さて今日はこれで終わりにしますね。ロッキーだけじゃない話になりましたが、もっとたくさんのクライマーそして若者たちに世界一のカナダのアイスクライミング、ミックスクライミングに来てほしいものです。



では答え合わせ。
やばいとこにいますね。いやーやばいっすこれは。この系するのはほとんどがこの土地を知らないまじめで強いクライマーです。(アジア人かヨーロッパ人)

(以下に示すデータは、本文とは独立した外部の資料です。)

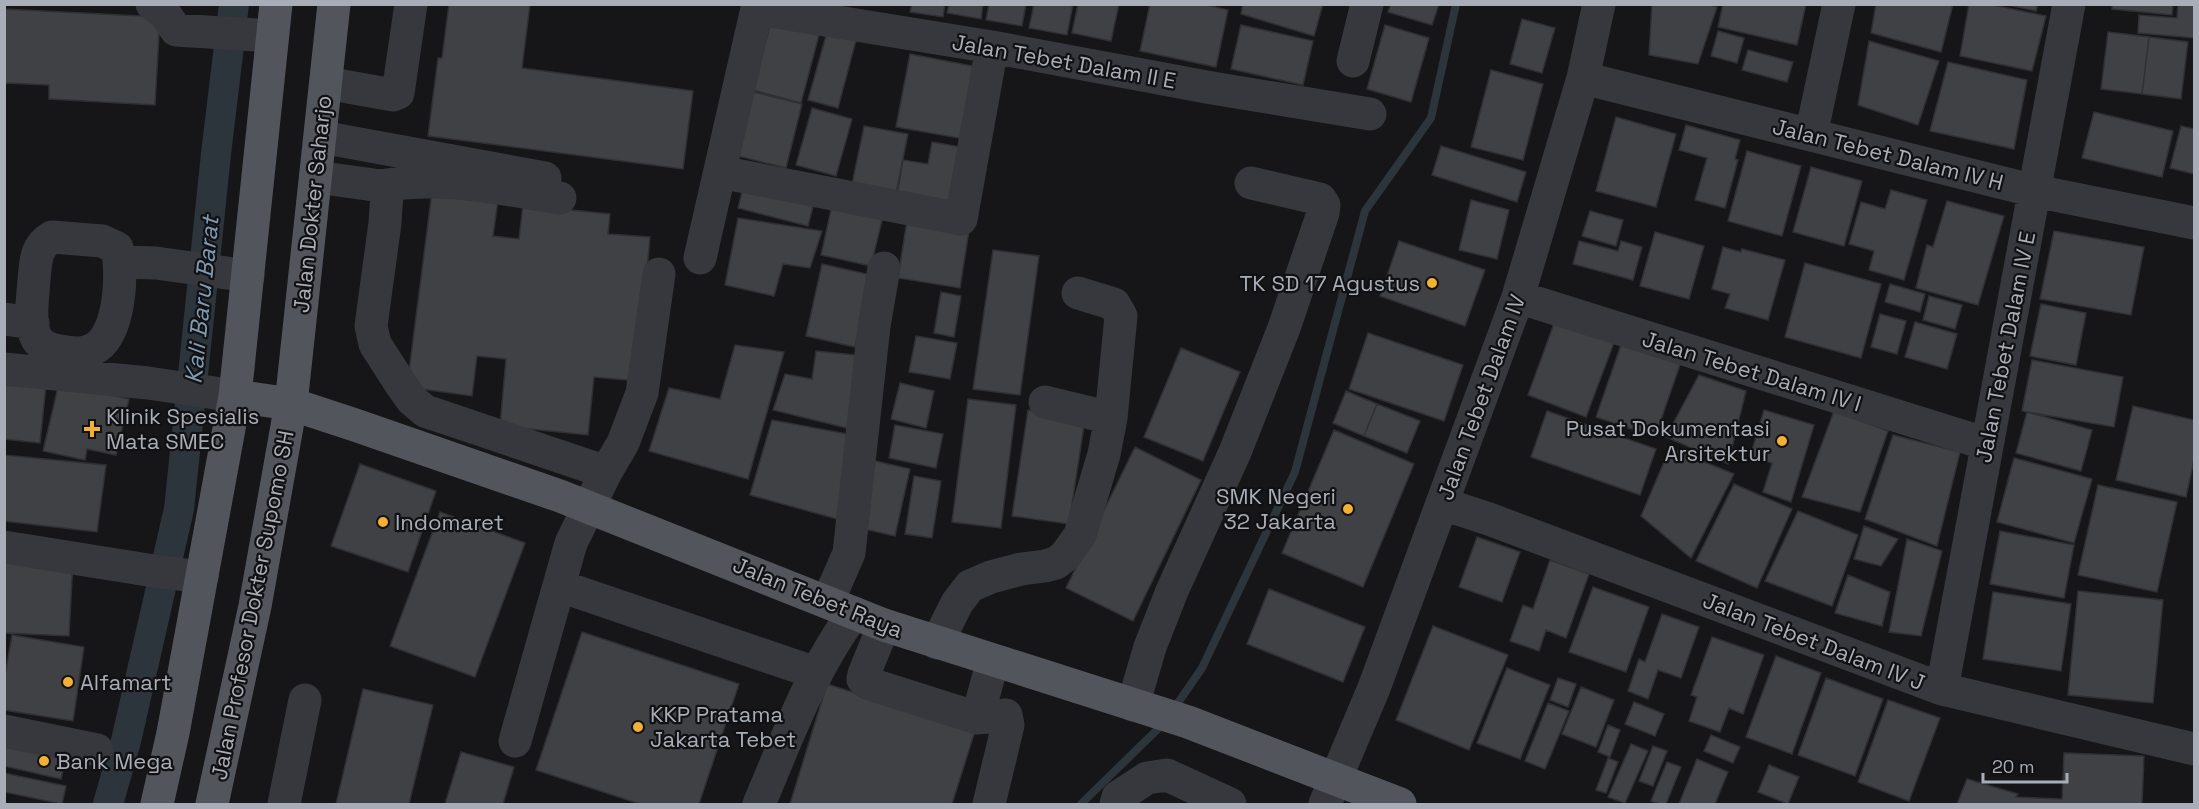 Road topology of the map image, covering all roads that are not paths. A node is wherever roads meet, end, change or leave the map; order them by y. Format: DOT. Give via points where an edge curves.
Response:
graph roads {
  1 [pos="152,4"];
  2 [pos="334,4"];
  3 [pos="411,4"];
  4 [pos="1367,4"];
  5 [pos="1599,4"];
  6 [pos="1839,4"];
  7 [pos="2069,4"];
  8 [pos="758,7"];
  9 [pos="274,20"];
  10 [pos="992,47"];
  11 [pos="1353,61"];
  12 [pos="1582,78"];
  13 [pos="326,83"];
  14 [pos="1370,114"];
  15 [pos="1811,135"];
  16 [pos="321,137"];
  17 [pos="720,172"];
  18 [pos="316,177"];
  19 [pos="1251,183"];
  20 [pos="381,186"];
  21 [pos="2035,191"];
  22 [pos="2194,223"];
  23 [pos="700,258"];
  24 [pos="121,262"];
  25 [pos="884,268"];
  26 [pos="659,274"];
  27 [pos="248,276"];
  28 [pos="1077,293"];
  29 [pos="1518,297"];
  30 [pos="19,321"];
  31 [pos="4,369"];
  32 [pos="226,395"];
  33 [pos="1045,402"];
  34 [pos="291,404"];
  35 [pos="1111,418"];
  36 [pos="1987,444"];
  37 [pos="606,472"];
  38 [pos="1443,504"];
  39 [pos="590,507"];
  40 [pos="4,547"];
  41 [pos="177,574"];
  42 [pos="560,586"];
  43 [pos="841,607"];
  44 [pos="884,625"];
  45 [pos="937,643"];
  46 [pos="993,661"];
  47 [pos="816,673"];
  48 [pos="1942,689"];
  49 [pos="305,700"];
  50 [pos="1145,708"];
  51 [pos="977,718"];
  52 [pos="4,731"];
  53 [pos="515,741"];
  54 [pos="2194,749"];
  55 [pos="97,750"];
  56 [pos="1330,792"];
  57 [pos="157,804"];
  58 [pos="212,804"];
  59 [pos="284,804"];
  60 [pos="759,804"];
  61 [pos="989,804"];
  62 [pos="1116,804"];
  63 [pos="1230,804"];
  64 [pos="1400,804"];
  1 -- 9 [label="street" via="176,30 234,34"];
  2 -- 13 [label="main road, Jalan Dokter Saharjo"];
  3 -- 13 [label="street" via="398,93"];
  4 -- 11 [label="street"];
  5 -- 12 [label="street, Jalan Tebet Dalam IV"];
  6 -- 15 [label="street"];
  7 -- 21 [label="street, Jalan Tebet Dalam IV E"];
  8 -- 10 [label="street, Jalan Tebet Dalam II E"];
  8 -- 17 [label="street"];
  9 -- 27 [label="main road"];
  10 -- 14 [label="street, Jalan Tebet Dalam II E"];
  10 -- 17 [label="street" via="962,219"];
  12 -- 15 [label="street, Jalan Tebet Dalam IV H"];
  12 -- 29 [label="street, Jalan Tebet Dalam IV"];
  13 -- 16 [label="main road, Jalan Dokter Saharjo"];
  15 -- 21 [label="street, Jalan Tebet Dalam IV H"];
  16 -- 18 [label="main road, Jalan Dokter Saharjo"];
  16 -- 20 [label="street" via="553,188 426,182"];
  17 -- 23 [label="street"];
  18 -- 20 [label="street"];
  18 -- 34 [label="main road, Jalan Dokter Saharjo"];
  19 -- 50 [label="street" via="1320,199 1323,213 1284,328 1235,452 1150,647"];
  20 -- 37 [label="street" via="387,192 386,223 371,326 375,344 412,400 425,411"];
  21 -- 22 [label="street, Jalan Tebet Dalam IV H"];
  21 -- 36 [label="street, Jalan Tebet Dalam IV E"];
  24 -- 27 [label="street"];
  24 -- 30 [label="street" via="117,248 102,241 52,237 42,243"];
  24 -- 30 [label="street" via="112,325 96,348 82,353 52,350"];
  25 -- 43 [label="street"];
  26 -- 37 [label="street" via="642,393 623,443"];
  27 -- 32 [label="main road"];
  28 -- 35 [label="street" via="1114,304 1121,316"];
  29 -- 36 [label="street, Jalan Tebet Dalam IV I"];
  29 -- 38 [label="street, Jalan Tebet Dalam IV"];
  31 -- 32 [label="street"];
  32 -- 34 [label="main road, Jalan Tebet Raya"];
  32 -- 41 [label="main road"];
  33 -- 35 [label="street"];
  34 -- 39 [label="main road, Jalan Tebet Raya"];
  34 -- 58 [label="main road, Jalan Profesor Dokter Supomo SH" via="255,606"];
  35 -- 45 [label="street" via="1080,535 1065,556 1056,563 991,577 970,586"];
  36 -- 48 [label="street, Jalan Tebet Dalam IV E"];
  37 -- 39 [label="street"];
  38 -- 48 [label="street, Jalan Tebet Dalam IV J"];
  38 -- 56 [label="street, Jalan Tebet Dalam IV"];
  39 -- 42 [label="street" via="571,543"];
  39 -- 43 [label="main road, Jalan Tebet Raya"];
  40 -- 41 [label="street"];
  41 -- 57 [label="main road" via="173,733"];
  42 -- 47 [label="street"];
  42 -- 53 [label="street"];
  43 -- 44 [label="main road, Jalan Tebet Raya"];
  43 -- 47 [label="street" via="834,638"];
  44 -- 45 [label="main road, Jalan Tebet Raya"];
  44 -- 51 [label="street" via="864,674 867,683"];
  45 -- 46 [label="main road, Jalan Tebet Raya"];
  46 -- 50 [label="main road, Jalan Tebet Raya"];
  46 -- 51 [label="street"];
  47 -- 60 [label="street"];
  48 -- 54 [label="street, Jalan Tebet Dalam IV J"];
  49 -- 59 [label="street"];
  50 -- 56 [label="main road, Jalan Tebet Raya" via="1188,722"];
  51 -- 61 [label="street" via="1006,715 1008,725"];
  52 -- 55 [label="street"];
  56 -- 64 [label="main road, Jalan Tebet Raya"];
  62 -- 63 [label="street" via="1118,796 1147,778 1167,775"];
}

自分はそんなに無理してないと思っている方、いつも安全なサイドにいるという方、そうじゃないかもしれません。
常に自分に問い続けること、勉強し続けること。これは登り続けること、滑り続けることよりも難しく、そして【命】に直結します。
かっこよく登れなくても滑れなくても馬鹿にされるだけですが(僕のように 苦笑)
今日話したこと、山に関わる全ての要素を勉強することをやめれば、そこに落とし穴があるかもしれませんね。
初めての国だから知らない、わからないで怪我したら悲しいですよね。
今はGogle eathもあり、今日紹介した世界の気候を知るサイトは沢山あります。
準備しましょう。それが一番の安全への近道です。
そして面倒ならぜひ日本人初、そして唯一のカナダのアルパインガイドである僕に頼んでください。
カナダでアイスを登るなら、氷河を歩くなら登頂するにはアルパインガイドに頼む以外ありません。笑


次何が来るのか?天気は?地形は?雪は?氷のコンディションは?これからどうなるのか?
What's next?
この言葉はクライマーは大きなの壁を登り終えたとき必ず言うセリフです。次何登ろうかと?
ですが、このカナダという大きな国ではWhat's nextは自分を問いただす言葉なのです。
What's next? 次はどうなる?
この言葉を自分に問いかけ続けること、とても大切なことかもしれません。


では、僕は試験が終わったんでようやく自分の大好きな冬を遅いですが始めたいと思います。